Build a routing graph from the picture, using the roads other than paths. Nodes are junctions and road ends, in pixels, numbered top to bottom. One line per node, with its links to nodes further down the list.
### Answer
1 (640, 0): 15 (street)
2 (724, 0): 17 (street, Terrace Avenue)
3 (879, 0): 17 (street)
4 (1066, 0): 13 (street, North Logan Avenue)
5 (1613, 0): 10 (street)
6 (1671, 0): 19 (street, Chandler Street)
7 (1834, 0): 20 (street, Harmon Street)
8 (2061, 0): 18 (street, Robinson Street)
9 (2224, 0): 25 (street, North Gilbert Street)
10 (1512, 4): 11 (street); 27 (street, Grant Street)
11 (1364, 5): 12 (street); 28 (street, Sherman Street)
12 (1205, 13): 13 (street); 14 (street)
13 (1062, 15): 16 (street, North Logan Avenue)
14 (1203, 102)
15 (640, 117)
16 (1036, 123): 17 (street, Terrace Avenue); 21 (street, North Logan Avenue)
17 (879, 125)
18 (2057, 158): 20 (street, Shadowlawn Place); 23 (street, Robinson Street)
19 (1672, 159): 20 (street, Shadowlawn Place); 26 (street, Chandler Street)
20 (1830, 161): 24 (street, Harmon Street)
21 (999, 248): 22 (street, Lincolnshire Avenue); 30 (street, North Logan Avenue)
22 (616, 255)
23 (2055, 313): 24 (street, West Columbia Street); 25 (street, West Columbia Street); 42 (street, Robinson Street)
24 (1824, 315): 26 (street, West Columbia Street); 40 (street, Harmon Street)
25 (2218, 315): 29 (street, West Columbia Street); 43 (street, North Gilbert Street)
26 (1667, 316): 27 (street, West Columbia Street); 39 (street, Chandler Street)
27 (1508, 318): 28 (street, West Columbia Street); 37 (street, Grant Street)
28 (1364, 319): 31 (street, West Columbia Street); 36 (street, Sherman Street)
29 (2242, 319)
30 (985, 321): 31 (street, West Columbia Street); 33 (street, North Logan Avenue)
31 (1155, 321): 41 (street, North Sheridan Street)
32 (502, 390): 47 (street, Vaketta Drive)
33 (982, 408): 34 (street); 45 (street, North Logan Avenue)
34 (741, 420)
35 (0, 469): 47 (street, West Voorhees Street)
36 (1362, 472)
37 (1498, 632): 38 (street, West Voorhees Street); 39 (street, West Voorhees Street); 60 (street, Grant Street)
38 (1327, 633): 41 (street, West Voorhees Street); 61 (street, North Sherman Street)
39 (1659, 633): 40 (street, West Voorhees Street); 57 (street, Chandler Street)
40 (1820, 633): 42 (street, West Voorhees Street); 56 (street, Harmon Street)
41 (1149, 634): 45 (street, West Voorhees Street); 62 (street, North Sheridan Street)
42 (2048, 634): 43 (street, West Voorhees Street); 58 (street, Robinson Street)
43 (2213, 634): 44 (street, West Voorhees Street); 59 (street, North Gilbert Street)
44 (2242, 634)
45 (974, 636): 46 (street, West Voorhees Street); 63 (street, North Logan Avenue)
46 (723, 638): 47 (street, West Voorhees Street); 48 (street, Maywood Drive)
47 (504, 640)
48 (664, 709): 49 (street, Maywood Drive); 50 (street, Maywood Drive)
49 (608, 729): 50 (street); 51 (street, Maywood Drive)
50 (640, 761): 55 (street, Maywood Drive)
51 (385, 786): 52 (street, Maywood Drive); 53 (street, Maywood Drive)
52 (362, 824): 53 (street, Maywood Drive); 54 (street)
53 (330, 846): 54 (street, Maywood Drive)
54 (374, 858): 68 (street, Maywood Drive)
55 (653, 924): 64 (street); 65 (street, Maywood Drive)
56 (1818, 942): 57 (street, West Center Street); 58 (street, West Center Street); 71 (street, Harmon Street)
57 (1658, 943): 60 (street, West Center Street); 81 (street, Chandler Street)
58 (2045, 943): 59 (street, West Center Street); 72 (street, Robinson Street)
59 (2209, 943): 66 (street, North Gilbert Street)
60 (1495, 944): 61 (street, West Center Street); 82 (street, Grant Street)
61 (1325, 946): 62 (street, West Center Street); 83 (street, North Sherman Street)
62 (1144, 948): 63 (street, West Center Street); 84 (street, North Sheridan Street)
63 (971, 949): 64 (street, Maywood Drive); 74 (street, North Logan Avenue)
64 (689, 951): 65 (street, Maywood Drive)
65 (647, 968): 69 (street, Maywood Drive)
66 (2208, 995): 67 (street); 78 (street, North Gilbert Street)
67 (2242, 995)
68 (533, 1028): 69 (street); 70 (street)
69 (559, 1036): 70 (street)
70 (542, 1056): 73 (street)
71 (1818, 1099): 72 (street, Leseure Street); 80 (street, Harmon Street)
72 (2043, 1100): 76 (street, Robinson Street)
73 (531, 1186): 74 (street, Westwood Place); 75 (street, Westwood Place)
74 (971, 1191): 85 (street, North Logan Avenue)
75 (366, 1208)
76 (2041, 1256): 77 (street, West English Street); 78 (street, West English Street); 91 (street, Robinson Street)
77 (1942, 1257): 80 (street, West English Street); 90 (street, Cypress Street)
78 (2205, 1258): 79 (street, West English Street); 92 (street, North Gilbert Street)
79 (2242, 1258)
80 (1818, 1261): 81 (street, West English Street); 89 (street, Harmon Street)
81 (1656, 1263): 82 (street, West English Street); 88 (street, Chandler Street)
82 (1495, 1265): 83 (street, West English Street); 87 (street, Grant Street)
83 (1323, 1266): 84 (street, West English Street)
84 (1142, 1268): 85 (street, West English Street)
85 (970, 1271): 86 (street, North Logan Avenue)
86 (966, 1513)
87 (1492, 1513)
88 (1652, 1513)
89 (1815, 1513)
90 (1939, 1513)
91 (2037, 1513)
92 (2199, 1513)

__INSTRUCTIONS FOR THE TASK__.
Find every line of the data that includes the string "Sherman". Copy each of those lines.

__SOLUTION TO THE PROBLEM__.
11 (1364, 5): 12 (street); 28 (street, Sherman Street)
28 (1364, 319): 31 (street, West Columbia Street); 36 (street, Sherman Street)
38 (1327, 633): 41 (street, West Voorhees Street); 61 (street, North Sherman Street)
61 (1325, 946): 62 (street, West Center Street); 83 (street, North Sherman Street)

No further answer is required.